• _TASK BRIEF_:
Retype each line of the listing below, from the first through the one holding "Which roads connect", with no other lines.

• _GIVEN RECORDS_:
▽
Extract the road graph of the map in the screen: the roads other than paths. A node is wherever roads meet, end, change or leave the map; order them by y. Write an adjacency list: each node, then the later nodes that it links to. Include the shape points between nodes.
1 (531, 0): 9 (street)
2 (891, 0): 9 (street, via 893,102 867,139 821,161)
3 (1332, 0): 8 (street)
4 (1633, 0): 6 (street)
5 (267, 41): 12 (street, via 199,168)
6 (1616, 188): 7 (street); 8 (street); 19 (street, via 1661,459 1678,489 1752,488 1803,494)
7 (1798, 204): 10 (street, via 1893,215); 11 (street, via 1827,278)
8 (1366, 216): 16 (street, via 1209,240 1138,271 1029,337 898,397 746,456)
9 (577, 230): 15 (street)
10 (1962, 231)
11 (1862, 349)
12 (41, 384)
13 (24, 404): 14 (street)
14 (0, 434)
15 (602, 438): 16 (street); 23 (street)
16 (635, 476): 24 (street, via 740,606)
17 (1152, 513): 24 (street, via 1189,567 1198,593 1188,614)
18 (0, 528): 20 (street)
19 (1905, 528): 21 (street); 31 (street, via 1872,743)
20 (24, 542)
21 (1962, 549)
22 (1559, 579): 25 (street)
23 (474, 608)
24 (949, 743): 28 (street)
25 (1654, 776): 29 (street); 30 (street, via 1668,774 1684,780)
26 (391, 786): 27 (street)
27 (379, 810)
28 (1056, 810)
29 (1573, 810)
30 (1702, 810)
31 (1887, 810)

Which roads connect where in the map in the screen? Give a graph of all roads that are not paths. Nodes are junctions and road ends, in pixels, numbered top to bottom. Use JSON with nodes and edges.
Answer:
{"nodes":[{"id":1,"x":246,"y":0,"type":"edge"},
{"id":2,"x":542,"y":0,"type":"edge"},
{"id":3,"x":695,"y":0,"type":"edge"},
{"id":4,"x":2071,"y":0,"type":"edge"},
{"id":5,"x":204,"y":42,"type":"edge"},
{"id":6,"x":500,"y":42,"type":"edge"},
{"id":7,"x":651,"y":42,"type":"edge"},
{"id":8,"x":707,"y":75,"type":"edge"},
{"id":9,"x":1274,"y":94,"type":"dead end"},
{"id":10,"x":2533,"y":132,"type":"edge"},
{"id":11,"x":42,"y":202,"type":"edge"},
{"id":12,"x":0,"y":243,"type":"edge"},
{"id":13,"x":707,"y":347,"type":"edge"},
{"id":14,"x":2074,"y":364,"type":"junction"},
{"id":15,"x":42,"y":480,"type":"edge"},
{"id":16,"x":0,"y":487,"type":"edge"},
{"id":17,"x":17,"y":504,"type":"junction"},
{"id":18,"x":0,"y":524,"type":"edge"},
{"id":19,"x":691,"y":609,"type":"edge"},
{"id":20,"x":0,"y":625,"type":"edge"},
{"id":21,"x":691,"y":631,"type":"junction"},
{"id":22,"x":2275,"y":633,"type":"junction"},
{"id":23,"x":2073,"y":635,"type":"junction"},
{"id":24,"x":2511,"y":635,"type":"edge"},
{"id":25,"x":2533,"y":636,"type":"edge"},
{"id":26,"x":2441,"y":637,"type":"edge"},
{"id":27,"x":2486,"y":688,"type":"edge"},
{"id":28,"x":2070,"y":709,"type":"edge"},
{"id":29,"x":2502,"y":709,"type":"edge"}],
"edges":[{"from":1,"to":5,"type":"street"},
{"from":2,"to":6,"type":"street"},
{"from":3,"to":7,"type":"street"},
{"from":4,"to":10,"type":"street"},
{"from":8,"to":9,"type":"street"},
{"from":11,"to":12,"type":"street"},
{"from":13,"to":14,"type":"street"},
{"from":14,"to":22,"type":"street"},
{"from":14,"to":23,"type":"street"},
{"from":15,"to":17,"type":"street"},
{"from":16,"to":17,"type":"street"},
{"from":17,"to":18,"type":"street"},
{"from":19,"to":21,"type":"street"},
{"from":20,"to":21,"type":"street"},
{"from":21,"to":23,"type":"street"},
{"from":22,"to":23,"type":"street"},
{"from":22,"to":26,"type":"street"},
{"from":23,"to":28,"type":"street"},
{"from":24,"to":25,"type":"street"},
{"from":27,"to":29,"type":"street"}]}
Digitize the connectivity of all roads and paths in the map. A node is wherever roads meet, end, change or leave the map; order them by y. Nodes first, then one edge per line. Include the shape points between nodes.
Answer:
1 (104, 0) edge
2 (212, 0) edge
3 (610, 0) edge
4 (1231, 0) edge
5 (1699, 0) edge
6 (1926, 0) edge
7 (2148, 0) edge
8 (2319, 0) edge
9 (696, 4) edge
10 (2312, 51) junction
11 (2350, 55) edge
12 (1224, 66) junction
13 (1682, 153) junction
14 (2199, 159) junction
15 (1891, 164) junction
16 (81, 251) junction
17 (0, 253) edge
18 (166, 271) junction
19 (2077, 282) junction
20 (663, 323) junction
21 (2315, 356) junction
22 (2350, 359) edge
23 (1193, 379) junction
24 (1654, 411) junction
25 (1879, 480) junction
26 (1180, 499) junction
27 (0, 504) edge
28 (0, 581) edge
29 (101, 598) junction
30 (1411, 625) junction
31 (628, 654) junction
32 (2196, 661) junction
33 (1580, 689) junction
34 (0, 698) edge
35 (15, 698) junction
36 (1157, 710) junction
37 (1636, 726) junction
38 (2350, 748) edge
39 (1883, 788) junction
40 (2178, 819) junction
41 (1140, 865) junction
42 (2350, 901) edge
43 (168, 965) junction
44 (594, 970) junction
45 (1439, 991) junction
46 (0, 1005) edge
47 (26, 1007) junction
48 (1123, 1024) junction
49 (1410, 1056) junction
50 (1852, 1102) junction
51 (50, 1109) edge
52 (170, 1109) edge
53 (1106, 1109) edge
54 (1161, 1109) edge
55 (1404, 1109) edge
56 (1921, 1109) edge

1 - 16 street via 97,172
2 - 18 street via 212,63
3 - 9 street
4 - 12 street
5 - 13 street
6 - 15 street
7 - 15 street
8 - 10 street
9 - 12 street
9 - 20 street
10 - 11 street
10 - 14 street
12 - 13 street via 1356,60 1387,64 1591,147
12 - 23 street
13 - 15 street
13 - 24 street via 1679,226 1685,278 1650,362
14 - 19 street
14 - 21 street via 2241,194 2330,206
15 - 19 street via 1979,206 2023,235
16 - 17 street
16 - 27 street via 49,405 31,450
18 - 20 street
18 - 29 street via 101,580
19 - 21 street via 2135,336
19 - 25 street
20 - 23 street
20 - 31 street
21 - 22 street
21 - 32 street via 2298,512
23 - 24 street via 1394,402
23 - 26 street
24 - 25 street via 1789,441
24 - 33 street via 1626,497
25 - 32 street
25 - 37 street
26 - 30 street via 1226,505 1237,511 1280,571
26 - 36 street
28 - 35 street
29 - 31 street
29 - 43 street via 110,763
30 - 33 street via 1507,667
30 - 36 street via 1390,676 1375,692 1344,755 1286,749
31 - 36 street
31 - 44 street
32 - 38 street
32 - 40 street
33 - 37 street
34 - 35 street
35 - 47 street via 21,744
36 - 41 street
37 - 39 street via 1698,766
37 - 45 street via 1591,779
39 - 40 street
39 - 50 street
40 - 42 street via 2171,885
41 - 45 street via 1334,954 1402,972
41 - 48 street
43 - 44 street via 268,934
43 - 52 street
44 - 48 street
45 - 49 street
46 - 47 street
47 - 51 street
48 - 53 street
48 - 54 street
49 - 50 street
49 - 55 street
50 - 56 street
△
• _EXERCISE RESPONSE_:
Extract the road graph of the map in the screen: the roads other than paths. A node is wherever roads meet, end, change or leave the map; order them by y. Write an adjacency list: each node, then the later nodes that it links to. Include the shape points between nodes.
1 (531, 0): 9 (street)
2 (891, 0): 9 (street, via 893,102 867,139 821,161)
3 (1332, 0): 8 (street)
4 (1633, 0): 6 (street)
5 (267, 41): 12 (street, via 199,168)
6 (1616, 188): 7 (street); 8 (street); 19 (street, via 1661,459 1678,489 1752,488 1803,494)
7 (1798, 204): 10 (street, via 1893,215); 11 (street, via 1827,278)
8 (1366, 216): 16 (street, via 1209,240 1138,271 1029,337 898,397 746,456)
9 (577, 230): 15 (street)
10 (1962, 231)
11 (1862, 349)
12 (41, 384)
13 (24, 404): 14 (street)
14 (0, 434)
15 (602, 438): 16 (street); 23 (street)
16 (635, 476): 24 (street, via 740,606)
17 (1152, 513): 24 (street, via 1189,567 1198,593 1188,614)
18 (0, 528): 20 (street)
19 (1905, 528): 21 (street); 31 (street, via 1872,743)
20 (24, 542)
21 (1962, 549)
22 (1559, 579): 25 (street)
23 (474, 608)
24 (949, 743): 28 (street)
25 (1654, 776): 29 (street); 30 (street, via 1668,774 1684,780)
26 (391, 786): 27 (street)
27 (379, 810)
28 (1056, 810)
29 (1573, 810)
30 (1702, 810)
31 (1887, 810)

Which roads connect where in the map in the screen? Give a graph of all roads that are not paths. Nodes are junctions and road ends, in pixels, numbered top to bottom. Use JSON with nodes and edges.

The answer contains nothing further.